Temping

Dec. 14th, 2006 07:20 am
jeriendhal: (Default)
[personal profile] jeriendhal
So, I finished my first week of temping (six days). On the plus side I was earning about $11 an hour, which sucks relatively comapred to my old job, but will at least help us keep up with our bills this month and pay for Xmas presents instead of shorting our relatives. Down side, the work was not... intellectually stimulating. I was redacting documents at a Top Four accounting firm, so that the IRS could vet the firm's procedures. This involved reading thousand page documents and blacking out all mention of the names of the companies and their subdidiaries.

This was slightly less interesting than watching paint dry.

On the plus side, I called in for an extra day of work when the supervisor wanted the documents the other temps had redacted checked for accuracy,[1] which I suppose will be a plus for me when I'm considered for my next temp job. Or I could be really lucky and get that job at the HCC bookstore and not have to worry about temping ever, ever again...

[1] Out of ten temps they invited back the three people over the age of thirty and the one fellow in his late twenties that did an eight year hitch in the army. Oddly, the half-dozen or so 18 to 23 year-old girls who chatted on their cell phones while working did not return.

Date: 2006-12-14 03:17 pm (UTC)
From: [identity profile] hornedhopper.livejournal.com
What you describe is one of the *less* interesting jobs that can also be ascribed to a paralegal. You obviously *got* it, even if you didn't like it.

Anyone who thinks that it isn't an important, albeit boring, job won't pay attention to detail and can well and truly screw up a case or, in your temp job, be an excellent assist to the IRS, depending on what is being redacted. There are *no* stupid jobs in the legal field.

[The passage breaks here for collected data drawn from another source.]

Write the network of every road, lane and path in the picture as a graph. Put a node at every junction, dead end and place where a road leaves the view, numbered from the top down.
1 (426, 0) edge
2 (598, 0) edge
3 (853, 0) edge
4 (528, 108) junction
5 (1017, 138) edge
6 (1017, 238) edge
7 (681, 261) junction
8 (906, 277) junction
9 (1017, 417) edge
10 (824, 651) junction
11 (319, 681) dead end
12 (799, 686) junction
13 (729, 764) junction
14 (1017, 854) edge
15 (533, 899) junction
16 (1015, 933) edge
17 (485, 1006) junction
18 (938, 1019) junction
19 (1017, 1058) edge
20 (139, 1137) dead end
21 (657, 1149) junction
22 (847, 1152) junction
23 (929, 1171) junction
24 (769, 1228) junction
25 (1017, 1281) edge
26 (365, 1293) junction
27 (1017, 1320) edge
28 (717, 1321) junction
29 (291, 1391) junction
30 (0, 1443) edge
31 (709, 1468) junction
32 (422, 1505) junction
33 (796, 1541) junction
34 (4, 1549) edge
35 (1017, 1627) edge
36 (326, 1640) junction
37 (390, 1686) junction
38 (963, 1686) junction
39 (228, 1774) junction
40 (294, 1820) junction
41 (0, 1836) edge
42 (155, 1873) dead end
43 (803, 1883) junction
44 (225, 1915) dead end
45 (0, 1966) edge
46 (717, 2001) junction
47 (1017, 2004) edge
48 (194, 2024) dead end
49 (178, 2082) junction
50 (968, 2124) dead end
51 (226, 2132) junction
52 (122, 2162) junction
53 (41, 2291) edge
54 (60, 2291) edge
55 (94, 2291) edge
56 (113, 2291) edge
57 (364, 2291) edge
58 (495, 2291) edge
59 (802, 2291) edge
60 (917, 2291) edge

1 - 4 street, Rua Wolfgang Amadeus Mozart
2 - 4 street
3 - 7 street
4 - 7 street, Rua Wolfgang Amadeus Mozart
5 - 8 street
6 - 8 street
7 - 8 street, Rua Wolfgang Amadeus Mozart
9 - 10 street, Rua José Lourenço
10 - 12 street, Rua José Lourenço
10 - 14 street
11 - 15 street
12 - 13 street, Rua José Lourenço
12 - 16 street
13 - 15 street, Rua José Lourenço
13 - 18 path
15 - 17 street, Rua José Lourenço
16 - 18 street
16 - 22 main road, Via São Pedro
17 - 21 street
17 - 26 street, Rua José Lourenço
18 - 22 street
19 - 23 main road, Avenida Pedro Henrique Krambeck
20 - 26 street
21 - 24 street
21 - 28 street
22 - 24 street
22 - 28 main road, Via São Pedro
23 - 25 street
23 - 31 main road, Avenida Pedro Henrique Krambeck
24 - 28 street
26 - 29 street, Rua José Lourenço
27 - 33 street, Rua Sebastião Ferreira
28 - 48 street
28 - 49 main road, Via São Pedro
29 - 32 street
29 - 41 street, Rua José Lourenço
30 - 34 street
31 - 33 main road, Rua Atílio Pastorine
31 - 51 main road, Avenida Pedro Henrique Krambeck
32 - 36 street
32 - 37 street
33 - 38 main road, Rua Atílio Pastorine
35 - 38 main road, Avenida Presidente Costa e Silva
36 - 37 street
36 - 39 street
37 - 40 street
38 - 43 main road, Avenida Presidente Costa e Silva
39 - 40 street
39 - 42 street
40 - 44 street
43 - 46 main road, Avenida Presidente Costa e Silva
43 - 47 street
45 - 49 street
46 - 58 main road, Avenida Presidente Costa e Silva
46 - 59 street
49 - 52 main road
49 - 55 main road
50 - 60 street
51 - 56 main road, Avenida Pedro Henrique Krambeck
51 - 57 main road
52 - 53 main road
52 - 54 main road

I'm not sure it would work for you in a short-term temp job, but when I started as a paralegal and was given the above job and Bates stamping (now *THAT'S* mind numbing), I started reading the documents - we had a "war room" dedicated to the binders and boxes of docs - that I worked on, looking for threads, names, etc. On my own time, I read the initial pleadings so I knew what attys would be looking for, so was able to start identifying docs that related to particular issues. Not only did it make it 100% more interesting, it also allowed me to start drafting memos to the attys working that issue, with relevant doc copies attached ...pretty soon, analysis became my job.

Have you considered working in a law office? There are many ways to get your foot in the door and work up to paralegal...One way would be to ask the temp agency to assign you to work at a law firm. Let me know if you might be interested; I could give you some pointers.